Но сейчас он уже размяк, расслабился, распустил те железные скобы, в которых держал себя, как щеголиха распускает шнурование. Сейчас ему хотелось чего попроще – после горячих щей и спасительного травничка…
– Но вы же, вашими устами то бишь… писалась история…
– История устами писалась? Эк ты красно выражаешься. Никакая это, Сашка, не история. Был казак, славы захотелось, взбаламутил народ, наобещал того, чего в натуре не бывает и быть не может – и непременно даром. Ну, изловили, казнили. Какая ж это история? О нем, поди, через десять лет напрочь забудут. А о тех, кто был при его казни – и того скорее. Истории, Сашка, сдается мне, вообще нет.
– А что же есть? – спросил потрясенный таким откровением секретарь.

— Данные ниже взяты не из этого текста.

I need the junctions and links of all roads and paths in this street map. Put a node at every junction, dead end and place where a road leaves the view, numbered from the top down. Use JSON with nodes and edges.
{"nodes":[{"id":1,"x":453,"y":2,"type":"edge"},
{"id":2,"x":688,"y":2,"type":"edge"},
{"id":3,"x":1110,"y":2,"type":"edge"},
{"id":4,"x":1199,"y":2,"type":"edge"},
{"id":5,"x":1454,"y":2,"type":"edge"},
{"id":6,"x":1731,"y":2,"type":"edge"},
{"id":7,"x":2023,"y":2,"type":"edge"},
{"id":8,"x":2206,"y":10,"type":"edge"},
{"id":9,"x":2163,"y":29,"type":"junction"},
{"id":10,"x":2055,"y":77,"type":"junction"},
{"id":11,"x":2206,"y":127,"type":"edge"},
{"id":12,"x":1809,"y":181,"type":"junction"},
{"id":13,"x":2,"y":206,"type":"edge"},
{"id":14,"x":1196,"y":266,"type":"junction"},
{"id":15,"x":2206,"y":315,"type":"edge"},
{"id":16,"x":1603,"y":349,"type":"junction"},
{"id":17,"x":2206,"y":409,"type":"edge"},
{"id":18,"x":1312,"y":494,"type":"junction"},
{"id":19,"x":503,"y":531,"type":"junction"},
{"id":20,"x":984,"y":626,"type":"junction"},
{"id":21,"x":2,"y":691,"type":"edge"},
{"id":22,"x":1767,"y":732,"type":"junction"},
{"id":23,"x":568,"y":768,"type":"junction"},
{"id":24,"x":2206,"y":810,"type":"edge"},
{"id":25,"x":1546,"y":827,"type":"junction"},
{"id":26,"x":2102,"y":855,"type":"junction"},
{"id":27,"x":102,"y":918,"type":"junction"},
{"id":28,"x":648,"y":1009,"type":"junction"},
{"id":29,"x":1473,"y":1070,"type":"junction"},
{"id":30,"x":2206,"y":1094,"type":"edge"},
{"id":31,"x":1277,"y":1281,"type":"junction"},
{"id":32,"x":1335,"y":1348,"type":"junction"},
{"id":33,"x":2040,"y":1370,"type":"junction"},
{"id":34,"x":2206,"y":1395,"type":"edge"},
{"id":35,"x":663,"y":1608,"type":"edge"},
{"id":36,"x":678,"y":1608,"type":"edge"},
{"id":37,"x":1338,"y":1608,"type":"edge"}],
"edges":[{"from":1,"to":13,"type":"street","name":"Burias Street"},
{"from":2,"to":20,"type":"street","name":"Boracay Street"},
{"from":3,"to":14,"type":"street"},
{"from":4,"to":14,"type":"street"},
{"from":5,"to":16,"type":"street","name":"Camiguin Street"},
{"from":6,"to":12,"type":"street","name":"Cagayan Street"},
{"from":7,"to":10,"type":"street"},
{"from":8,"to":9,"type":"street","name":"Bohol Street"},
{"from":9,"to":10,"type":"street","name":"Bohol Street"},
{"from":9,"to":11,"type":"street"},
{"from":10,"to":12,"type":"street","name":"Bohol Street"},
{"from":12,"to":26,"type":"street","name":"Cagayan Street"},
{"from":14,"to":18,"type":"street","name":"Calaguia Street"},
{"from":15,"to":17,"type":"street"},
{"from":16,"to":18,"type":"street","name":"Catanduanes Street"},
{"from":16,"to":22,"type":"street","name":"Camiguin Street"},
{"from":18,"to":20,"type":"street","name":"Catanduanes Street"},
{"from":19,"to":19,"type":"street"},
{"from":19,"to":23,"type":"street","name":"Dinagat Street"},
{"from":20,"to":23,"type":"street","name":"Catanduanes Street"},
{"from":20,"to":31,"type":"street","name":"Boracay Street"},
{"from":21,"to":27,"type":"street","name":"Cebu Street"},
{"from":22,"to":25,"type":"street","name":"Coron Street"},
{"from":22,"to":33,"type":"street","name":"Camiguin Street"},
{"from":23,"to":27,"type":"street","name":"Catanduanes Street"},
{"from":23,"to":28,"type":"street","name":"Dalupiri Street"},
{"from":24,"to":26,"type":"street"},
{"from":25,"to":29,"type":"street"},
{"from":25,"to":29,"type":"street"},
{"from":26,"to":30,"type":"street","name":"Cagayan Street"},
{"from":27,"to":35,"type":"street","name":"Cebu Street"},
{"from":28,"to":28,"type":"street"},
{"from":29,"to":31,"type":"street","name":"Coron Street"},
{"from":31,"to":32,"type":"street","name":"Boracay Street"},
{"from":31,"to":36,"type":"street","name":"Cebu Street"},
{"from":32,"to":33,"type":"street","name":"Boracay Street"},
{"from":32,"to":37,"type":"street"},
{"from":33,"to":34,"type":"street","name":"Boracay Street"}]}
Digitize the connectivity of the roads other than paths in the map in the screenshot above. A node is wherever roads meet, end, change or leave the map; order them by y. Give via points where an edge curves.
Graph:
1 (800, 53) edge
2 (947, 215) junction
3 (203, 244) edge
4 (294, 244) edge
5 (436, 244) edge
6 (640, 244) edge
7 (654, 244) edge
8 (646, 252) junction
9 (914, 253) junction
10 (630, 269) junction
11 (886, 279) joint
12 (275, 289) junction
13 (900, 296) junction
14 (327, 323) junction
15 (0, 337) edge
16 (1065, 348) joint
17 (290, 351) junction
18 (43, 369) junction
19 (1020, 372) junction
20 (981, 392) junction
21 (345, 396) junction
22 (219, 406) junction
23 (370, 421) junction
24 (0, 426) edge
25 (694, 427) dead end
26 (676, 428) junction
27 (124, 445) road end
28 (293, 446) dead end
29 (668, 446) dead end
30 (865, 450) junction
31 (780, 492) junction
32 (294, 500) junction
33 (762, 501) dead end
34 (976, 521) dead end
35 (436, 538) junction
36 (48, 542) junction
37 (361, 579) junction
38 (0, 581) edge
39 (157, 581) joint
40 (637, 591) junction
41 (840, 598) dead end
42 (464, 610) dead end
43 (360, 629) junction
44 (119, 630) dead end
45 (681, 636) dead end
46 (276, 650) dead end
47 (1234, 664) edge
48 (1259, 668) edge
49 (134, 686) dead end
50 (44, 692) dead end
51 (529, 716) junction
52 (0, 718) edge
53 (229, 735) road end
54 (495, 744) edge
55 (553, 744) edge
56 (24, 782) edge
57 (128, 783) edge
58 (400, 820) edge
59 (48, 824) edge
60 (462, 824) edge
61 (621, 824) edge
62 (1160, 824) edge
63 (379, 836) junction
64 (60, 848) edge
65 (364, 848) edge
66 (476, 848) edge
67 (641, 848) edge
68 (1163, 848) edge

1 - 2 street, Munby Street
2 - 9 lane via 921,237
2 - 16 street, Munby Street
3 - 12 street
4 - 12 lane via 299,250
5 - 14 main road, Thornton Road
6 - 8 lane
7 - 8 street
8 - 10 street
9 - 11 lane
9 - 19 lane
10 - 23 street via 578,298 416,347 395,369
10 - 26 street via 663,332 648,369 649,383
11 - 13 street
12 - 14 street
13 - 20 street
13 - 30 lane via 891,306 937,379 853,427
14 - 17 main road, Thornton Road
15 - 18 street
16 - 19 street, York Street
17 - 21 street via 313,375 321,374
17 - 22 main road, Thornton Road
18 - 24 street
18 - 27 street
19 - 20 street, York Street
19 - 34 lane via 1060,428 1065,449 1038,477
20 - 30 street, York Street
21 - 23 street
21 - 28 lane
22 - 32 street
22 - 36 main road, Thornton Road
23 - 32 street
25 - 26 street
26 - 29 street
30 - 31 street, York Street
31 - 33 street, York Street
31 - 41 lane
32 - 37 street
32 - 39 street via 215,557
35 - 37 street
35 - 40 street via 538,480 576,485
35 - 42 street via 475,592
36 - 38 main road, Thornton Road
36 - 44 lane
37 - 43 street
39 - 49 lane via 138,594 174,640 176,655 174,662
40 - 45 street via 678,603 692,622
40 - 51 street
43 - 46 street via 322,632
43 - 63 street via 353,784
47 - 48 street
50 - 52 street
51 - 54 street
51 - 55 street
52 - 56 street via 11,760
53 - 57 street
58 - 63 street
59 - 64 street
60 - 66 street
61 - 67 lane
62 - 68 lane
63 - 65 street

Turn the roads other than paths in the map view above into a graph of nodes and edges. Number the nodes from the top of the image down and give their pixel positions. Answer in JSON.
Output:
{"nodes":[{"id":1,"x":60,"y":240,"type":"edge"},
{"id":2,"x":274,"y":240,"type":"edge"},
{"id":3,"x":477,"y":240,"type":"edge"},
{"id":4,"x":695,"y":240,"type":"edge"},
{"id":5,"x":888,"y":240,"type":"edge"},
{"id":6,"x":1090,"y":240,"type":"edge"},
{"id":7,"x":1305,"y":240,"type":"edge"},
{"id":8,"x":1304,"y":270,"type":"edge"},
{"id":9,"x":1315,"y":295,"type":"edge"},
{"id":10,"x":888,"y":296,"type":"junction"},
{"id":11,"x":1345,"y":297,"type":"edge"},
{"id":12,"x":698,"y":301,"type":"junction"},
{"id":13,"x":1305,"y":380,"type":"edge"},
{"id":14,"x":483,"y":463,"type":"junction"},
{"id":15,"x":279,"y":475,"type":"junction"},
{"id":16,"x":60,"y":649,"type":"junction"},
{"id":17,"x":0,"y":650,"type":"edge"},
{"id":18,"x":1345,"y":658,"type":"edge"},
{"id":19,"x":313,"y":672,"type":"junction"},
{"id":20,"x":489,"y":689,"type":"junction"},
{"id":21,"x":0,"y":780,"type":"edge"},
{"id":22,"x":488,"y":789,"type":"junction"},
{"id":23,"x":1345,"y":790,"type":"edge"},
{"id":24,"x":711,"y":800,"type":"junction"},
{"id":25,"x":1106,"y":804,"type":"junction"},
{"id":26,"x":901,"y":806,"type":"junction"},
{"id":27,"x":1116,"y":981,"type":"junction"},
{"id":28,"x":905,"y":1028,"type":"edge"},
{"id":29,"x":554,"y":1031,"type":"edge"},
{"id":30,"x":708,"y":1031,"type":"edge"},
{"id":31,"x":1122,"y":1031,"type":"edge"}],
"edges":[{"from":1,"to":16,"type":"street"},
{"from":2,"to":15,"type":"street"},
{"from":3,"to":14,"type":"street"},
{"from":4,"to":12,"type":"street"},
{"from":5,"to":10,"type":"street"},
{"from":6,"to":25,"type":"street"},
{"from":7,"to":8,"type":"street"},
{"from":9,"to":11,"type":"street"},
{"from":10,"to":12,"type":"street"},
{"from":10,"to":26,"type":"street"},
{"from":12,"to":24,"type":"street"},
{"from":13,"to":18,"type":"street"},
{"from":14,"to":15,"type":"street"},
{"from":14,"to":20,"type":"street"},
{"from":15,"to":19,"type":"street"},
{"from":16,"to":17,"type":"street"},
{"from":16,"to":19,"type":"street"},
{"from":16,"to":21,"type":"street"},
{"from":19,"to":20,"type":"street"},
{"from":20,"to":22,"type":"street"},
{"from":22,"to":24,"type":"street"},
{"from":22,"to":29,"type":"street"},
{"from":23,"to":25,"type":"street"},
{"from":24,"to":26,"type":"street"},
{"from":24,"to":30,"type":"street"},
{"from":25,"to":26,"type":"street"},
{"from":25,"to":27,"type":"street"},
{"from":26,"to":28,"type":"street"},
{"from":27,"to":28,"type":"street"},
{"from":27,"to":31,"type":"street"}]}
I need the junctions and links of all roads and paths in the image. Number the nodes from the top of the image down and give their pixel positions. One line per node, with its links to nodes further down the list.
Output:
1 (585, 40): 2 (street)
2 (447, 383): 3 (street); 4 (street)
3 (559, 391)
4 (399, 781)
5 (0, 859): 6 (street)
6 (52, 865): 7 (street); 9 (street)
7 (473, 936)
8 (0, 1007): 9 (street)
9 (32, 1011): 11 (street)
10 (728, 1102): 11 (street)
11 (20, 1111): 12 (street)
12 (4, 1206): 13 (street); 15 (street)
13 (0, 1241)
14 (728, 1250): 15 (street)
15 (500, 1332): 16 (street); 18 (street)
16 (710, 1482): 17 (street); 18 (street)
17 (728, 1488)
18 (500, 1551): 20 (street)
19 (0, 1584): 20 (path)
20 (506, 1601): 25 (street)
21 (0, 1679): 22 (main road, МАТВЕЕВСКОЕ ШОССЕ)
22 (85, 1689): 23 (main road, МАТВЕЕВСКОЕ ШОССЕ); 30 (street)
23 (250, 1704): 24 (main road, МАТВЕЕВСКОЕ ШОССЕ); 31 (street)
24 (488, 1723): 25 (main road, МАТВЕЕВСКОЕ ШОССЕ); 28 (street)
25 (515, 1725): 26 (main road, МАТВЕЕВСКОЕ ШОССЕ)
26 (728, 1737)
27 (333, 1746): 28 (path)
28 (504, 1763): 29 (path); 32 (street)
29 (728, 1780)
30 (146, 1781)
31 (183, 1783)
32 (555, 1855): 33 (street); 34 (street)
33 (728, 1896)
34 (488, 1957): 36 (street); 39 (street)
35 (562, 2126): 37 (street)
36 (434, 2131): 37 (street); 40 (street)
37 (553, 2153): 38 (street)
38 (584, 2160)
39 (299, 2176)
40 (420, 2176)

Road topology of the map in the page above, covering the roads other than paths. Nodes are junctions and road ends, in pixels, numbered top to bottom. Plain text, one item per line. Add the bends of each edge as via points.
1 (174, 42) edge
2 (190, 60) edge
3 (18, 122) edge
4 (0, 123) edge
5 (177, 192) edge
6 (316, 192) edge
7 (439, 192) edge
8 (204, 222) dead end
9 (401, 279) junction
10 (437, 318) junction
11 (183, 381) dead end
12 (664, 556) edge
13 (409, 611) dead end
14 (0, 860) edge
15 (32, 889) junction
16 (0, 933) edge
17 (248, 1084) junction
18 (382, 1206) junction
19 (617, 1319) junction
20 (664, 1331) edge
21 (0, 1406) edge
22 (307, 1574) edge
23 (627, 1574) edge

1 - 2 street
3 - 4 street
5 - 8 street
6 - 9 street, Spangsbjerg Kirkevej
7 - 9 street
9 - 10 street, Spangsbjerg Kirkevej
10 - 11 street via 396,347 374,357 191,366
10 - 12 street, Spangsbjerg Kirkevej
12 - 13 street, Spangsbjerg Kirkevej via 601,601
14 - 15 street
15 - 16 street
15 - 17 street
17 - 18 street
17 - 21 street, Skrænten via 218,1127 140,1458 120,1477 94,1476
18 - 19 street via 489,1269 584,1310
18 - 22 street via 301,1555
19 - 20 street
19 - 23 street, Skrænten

– Служба, – отвечал обер-полицмейстер, уже поняв, что поспать не удастся. – Каждый на своем посту служит, как умеет и чтобы обстоятельствам соответствовать. Коли этого не станет – то вспоминай не вспоминай былые победы, толку мало. Вон ты про историю Петра Великого мне толковал. Ни черта я, Сашка, не запомнил, только одно слово – Полтава. И то потому, что дед про нее сказывал. Так не будь службы – не было бы никакой Полтавы. И дед мой тогда, стоя в каре, менее всего помышлял об истории. Он служил Отечеству и своему государю, вот и вся наука… Когда что-то происходит, нет истории, а есть служба.
– Так сегодня, на площади?..
– Ага, понял. Она самая и была. Охрип, осип и одурел, все эти пункты по бумажке читаючи. Теперь твой черед. Что там у нас?
– Господина Лесажа сочинение, «Хромой бес».
– Да что ты, Сашка, сдурел? – удивился Архаров. – То тебе «Влюбленный дьявол», то «Хромой бес»! Гляди, отправят тебя, дурака, в монастырь на покаяние!
– Книжка занимательная, – сказал Саша. – Коли бы я вам Расина трагедию принялся читать, вы бы в меня стулом запустили. А про беса слушать будете.
– Он что, Расин, на манер нашего Сумарокова?
– Да вроде того.
Архаров вспомнил всю возню и суету вокруг тетрадки, вспомнил не вирши даже – свое ощущение, ими вызванное, ощущение какой-то огромной, прямо вселенской неправды в словах и в поступках трагических любовников, происходящее от потрясающего многословия – сам он знал, какова на вкус немота и каково на вес молчание…
– Ну, Бог с тобой, читай тогда Лесажа.